## REQUIRED WORK
Only the pictures are dropped. Restate each line below word for word.

## SUPPLIED RECORDS
- - - -

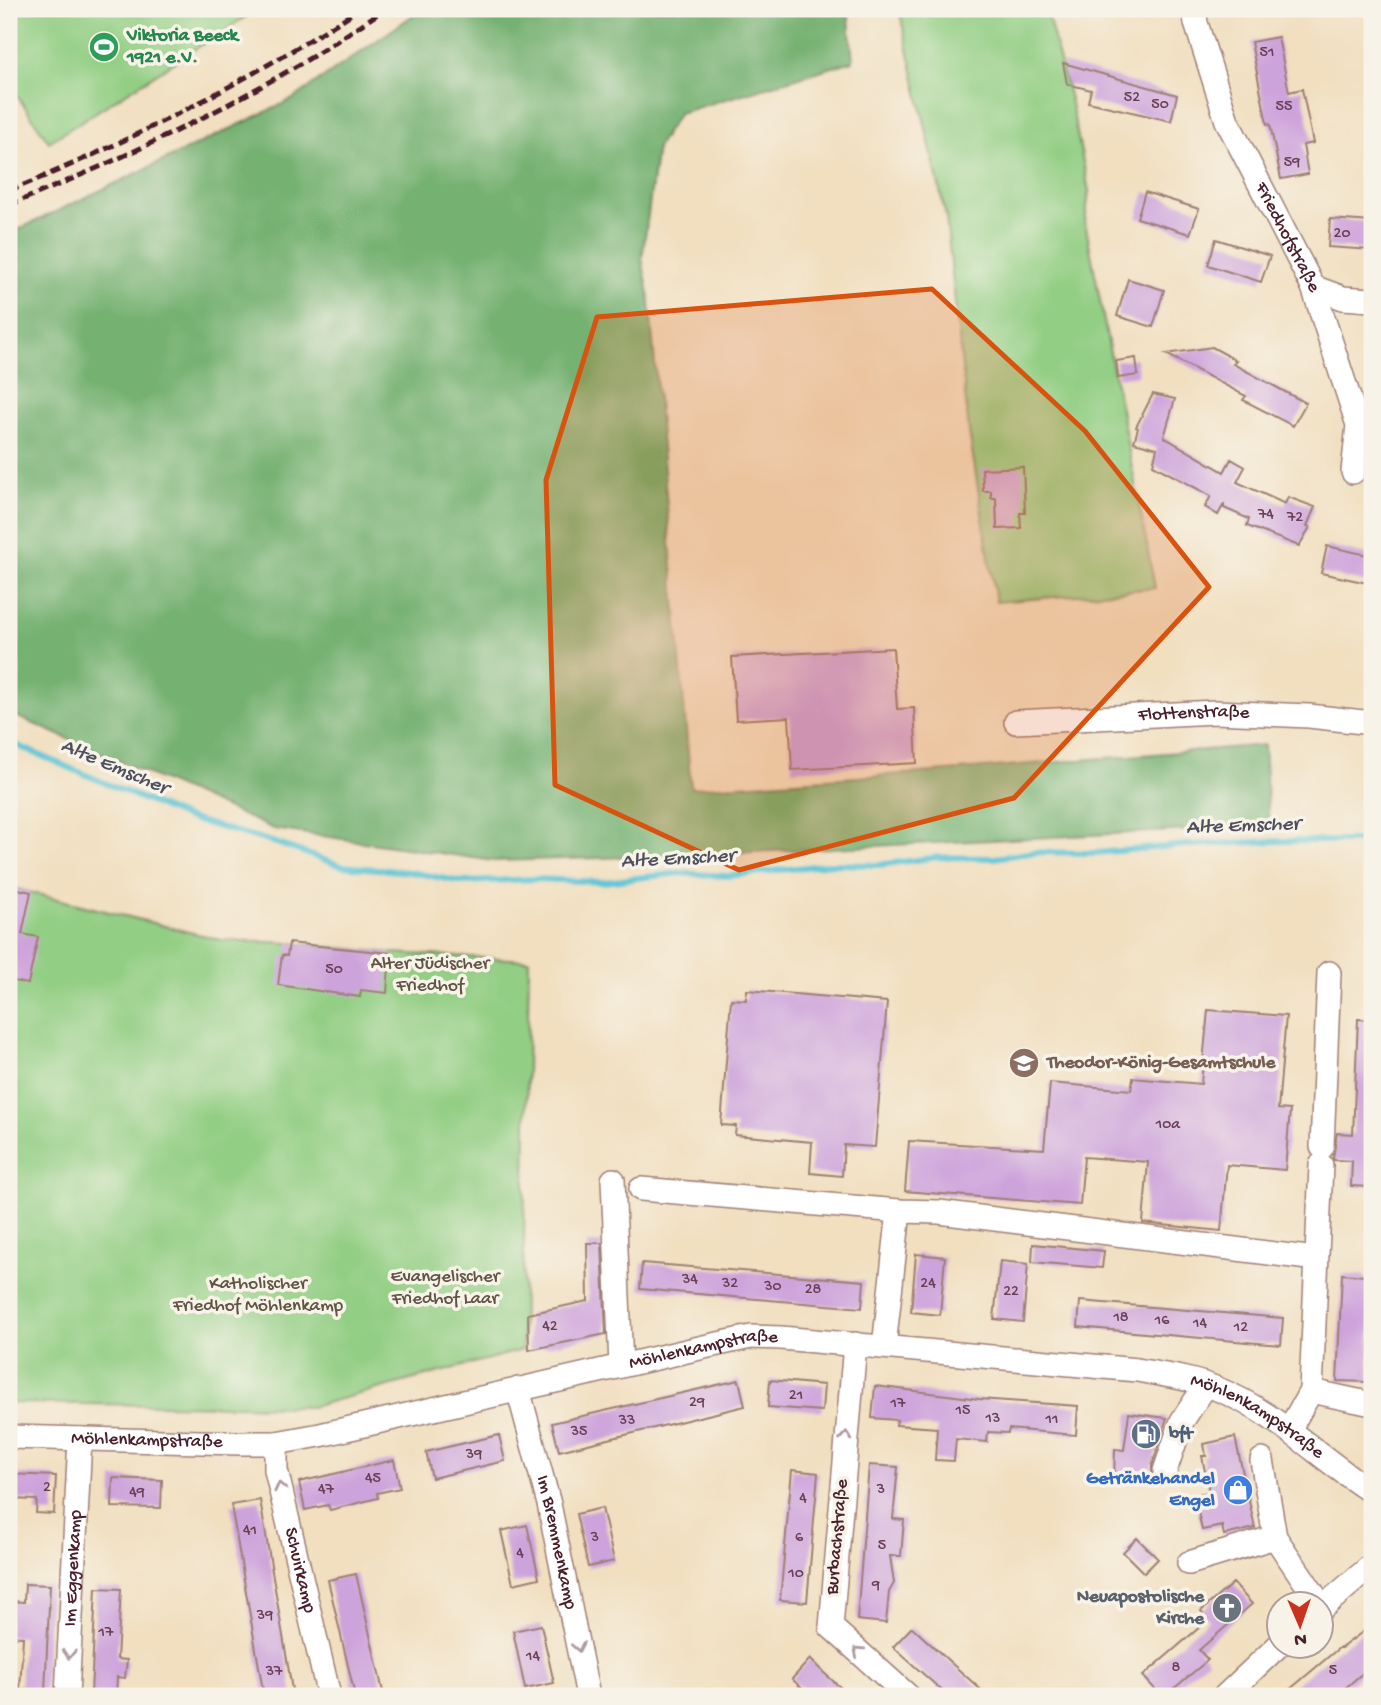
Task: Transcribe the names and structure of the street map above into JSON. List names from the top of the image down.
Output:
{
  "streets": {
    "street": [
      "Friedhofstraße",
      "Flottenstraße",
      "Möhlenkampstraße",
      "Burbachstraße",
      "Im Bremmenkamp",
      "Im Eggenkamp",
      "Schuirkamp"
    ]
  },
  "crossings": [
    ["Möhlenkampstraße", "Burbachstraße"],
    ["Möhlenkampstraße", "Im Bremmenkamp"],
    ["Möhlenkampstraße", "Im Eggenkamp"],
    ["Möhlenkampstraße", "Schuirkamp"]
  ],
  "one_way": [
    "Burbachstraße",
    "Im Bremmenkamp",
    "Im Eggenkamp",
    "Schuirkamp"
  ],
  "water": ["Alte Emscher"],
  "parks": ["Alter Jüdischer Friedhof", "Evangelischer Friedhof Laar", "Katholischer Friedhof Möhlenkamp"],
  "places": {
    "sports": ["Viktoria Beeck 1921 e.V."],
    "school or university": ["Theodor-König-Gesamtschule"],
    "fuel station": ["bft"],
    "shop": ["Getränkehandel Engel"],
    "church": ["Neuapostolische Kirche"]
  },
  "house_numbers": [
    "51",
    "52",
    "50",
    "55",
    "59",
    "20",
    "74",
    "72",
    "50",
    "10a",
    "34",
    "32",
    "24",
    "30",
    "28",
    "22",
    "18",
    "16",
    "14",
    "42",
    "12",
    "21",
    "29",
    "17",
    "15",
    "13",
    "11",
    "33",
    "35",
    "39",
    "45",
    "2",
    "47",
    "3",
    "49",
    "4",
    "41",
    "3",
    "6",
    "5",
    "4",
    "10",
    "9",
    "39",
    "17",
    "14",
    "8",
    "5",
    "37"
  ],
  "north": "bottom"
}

- - - -

## ANSWER AREA
Task: Transcribe the names and structure of the street map above into JSON. List names from the top of the image down.
Output:
{
  "streets": {
    "street": [
      "Friedhofstraße",
      "Flottenstraße",
      "Möhlenkampstraße",
      "Burbachstraße",
      "Im Bremmenkamp",
      "Im Eggenkamp",
      "Schuirkamp"
    ]
  },
  "crossings": [
    ["Möhlenkampstraße", "Burbachstraße"],
    ["Möhlenkampstraße", "Im Bremmenkamp"],
    ["Möhlenkampstraße", "Im Eggenkamp"],
    ["Möhlenkampstraße", "Schuirkamp"]
  ],
  "one_way": [
    "Burbachstraße",
    "Im Bremmenkamp",
    "Im Eggenkamp",
    "Schuirkamp"
  ],
  "water": ["Alte Emscher"],
  "parks": ["Alter Jüdischer Friedhof", "Evangelischer Friedhof Laar", "Katholischer Friedhof Möhlenkamp"],
  "places": {
    "sports": ["Viktoria Beeck 1921 e.V."],
    "school or university": ["Theodor-König-Gesamtschule"],
    "fuel station": ["bft"],
    "shop": ["Getränkehandel Engel"],
    "church": ["Neuapostolische Kirche"]
  },
  "house_numbers": [
    "51",
    "52",
    "50",
    "55",
    "59",
    "20",
    "74",
    "72",
    "50",
    "10a",
    "34",
    "32",
    "24",
    "30",
    "28",
    "22",
    "18",
    "16",
    "14",
    "42",
    "12",
    "21",
    "29",
    "17",
    "15",
    "13",
    "11",
    "33",
    "35",
    "39",
    "45",
    "2",
    "47",
    "3",
    "49",
    "4",
    "41",
    "3",
    "6",
    "5",
    "4",
    "10",
    "9",
    "39",
    "17",
    "14",
    "8",
    "5",
    "37"
  ],
  "north": "bottom"
}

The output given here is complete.